[Data records]
* * *
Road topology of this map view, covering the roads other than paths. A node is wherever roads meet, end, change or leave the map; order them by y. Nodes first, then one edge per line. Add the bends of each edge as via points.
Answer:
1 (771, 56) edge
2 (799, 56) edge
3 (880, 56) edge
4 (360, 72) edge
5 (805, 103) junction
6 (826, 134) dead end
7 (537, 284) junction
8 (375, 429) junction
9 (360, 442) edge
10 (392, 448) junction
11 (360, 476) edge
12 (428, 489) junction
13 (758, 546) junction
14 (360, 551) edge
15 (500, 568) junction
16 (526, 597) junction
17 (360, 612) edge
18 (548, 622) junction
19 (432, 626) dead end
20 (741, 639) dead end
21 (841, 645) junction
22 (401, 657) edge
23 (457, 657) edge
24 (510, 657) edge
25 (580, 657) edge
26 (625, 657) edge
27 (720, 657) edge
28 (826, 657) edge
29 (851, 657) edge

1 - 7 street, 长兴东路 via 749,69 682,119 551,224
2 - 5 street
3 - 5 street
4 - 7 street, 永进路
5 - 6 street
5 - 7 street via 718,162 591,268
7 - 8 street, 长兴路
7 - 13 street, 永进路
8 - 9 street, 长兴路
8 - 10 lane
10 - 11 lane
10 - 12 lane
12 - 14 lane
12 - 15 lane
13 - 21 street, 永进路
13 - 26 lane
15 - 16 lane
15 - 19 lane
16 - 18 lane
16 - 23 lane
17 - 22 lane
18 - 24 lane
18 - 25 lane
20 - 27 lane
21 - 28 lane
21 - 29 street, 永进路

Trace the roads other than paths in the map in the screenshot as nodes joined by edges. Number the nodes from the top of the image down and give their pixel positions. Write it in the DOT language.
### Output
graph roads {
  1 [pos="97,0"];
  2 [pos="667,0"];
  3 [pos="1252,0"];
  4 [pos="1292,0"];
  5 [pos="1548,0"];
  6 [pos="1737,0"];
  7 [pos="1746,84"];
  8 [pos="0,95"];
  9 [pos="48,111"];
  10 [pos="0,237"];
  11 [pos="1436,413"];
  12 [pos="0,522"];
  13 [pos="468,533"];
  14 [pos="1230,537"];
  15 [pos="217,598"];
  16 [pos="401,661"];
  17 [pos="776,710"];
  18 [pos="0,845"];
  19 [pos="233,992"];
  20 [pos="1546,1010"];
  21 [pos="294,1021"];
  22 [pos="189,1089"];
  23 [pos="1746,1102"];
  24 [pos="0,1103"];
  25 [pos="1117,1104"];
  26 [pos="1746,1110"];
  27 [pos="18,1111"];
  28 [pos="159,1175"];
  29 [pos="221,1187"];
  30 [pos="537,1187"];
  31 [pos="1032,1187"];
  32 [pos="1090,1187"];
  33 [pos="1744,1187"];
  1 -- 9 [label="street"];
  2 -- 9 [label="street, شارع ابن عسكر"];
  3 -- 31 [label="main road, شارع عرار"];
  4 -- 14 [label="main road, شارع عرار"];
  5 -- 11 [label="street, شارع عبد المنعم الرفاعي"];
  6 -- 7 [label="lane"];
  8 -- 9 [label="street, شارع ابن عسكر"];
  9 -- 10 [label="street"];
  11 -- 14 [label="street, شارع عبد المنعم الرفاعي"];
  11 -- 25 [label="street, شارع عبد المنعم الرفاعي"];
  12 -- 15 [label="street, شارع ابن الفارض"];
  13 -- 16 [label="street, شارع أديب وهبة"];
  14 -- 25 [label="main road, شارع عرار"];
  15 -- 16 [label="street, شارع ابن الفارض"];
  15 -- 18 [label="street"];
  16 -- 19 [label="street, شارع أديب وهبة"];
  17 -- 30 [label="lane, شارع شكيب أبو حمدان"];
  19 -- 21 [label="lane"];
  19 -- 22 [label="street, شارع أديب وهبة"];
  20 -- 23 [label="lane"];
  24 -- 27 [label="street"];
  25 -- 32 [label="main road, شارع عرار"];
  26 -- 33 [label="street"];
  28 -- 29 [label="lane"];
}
* * *
> WHAT TO PRODUCE:
Write every record out again, unaltered.

> ANSWER FOR THE TASK:
Road topology of this map view, covering the roads other than paths. A node is wherever roads meet, end, change or leave the map; order them by y. Nodes first, then one edge per line. Add the bends of each edge as via points.
Answer:
1 (771, 56) edge
2 (799, 56) edge
3 (880, 56) edge
4 (360, 72) edge
5 (805, 103) junction
6 (826, 134) dead end
7 (537, 284) junction
8 (375, 429) junction
9 (360, 442) edge
10 (392, 448) junction
11 (360, 476) edge
12 (428, 489) junction
13 (758, 546) junction
14 (360, 551) edge
15 (500, 568) junction
16 (526, 597) junction
17 (360, 612) edge
18 (548, 622) junction
19 (432, 626) dead end
20 (741, 639) dead end
21 (841, 645) junction
22 (401, 657) edge
23 (457, 657) edge
24 (510, 657) edge
25 (580, 657) edge
26 (625, 657) edge
27 (720, 657) edge
28 (826, 657) edge
29 (851, 657) edge

1 - 7 street, 长兴东路 via 749,69 682,119 551,224
2 - 5 street
3 - 5 street
4 - 7 street, 永进路
5 - 6 street
5 - 7 street via 718,162 591,268
7 - 8 street, 长兴路
7 - 13 street, 永进路
8 - 9 street, 长兴路
8 - 10 lane
10 - 11 lane
10 - 12 lane
12 - 14 lane
12 - 15 lane
13 - 21 street, 永进路
13 - 26 lane
15 - 16 lane
15 - 19 lane
16 - 18 lane
16 - 23 lane
17 - 22 lane
18 - 24 lane
18 - 25 lane
20 - 27 lane
21 - 28 lane
21 - 29 street, 永进路

Trace the roads other than paths in the map in the screenshot as nodes joined by edges. Number the nodes from the top of the image down and give their pixel positions. Write it in the DOT language.
### Output
graph roads {
  1 [pos="97,0"];
  2 [pos="667,0"];
  3 [pos="1252,0"];
  4 [pos="1292,0"];
  5 [pos="1548,0"];
  6 [pos="1737,0"];
  7 [pos="1746,84"];
  8 [pos="0,95"];
  9 [pos="48,111"];
  10 [pos="0,237"];
  11 [pos="1436,413"];
  12 [pos="0,522"];
  13 [pos="468,533"];
  14 [pos="1230,537"];
  15 [pos="217,598"];
  16 [pos="401,661"];
  17 [pos="776,710"];
  18 [pos="0,845"];
  19 [pos="233,992"];
  20 [pos="1546,1010"];
  21 [pos="294,1021"];
  22 [pos="189,1089"];
  23 [pos="1746,1102"];
  24 [pos="0,1103"];
  25 [pos="1117,1104"];
  26 [pos="1746,1110"];
  27 [pos="18,1111"];
  28 [pos="159,1175"];
  29 [pos="221,1187"];
  30 [pos="537,1187"];
  31 [pos="1032,1187"];
  32 [pos="1090,1187"];
  33 [pos="1744,1187"];
  1 -- 9 [label="street"];
  2 -- 9 [label="street, شارع ابن عسكر"];
  3 -- 31 [label="main road, شارع عرار"];
  4 -- 14 [label="main road, شارع عرار"];
  5 -- 11 [label="street, شارع عبد المنعم الرفاعي"];
  6 -- 7 [label="lane"];
  8 -- 9 [label="street, شارع ابن عسكر"];
  9 -- 10 [label="street"];
  11 -- 14 [label="street, شارع عبد المنعم الرفاعي"];
  11 -- 25 [label="street, شارع عبد المنعم الرفاعي"];
  12 -- 15 [label="street, شارع ابن الفارض"];
  13 -- 16 [label="street, شارع أديب وهبة"];
  14 -- 25 [label="main road, شارع عرار"];
  15 -- 16 [label="street, شارع ابن الفارض"];
  15 -- 18 [label="street"];
  16 -- 19 [label="street, شارع أديب وهبة"];
  17 -- 30 [label="lane, شارع شكيب أبو حمدان"];
  19 -- 21 [label="lane"];
  19 -- 22 [label="street, شارع أديب وهبة"];
  20 -- 23 [label="lane"];
  24 -- 27 [label="street"];
  25 -- 32 [label="main road, شارع عرار"];
  26 -- 33 [label="street"];
  28 -- 29 [label="lane"];
}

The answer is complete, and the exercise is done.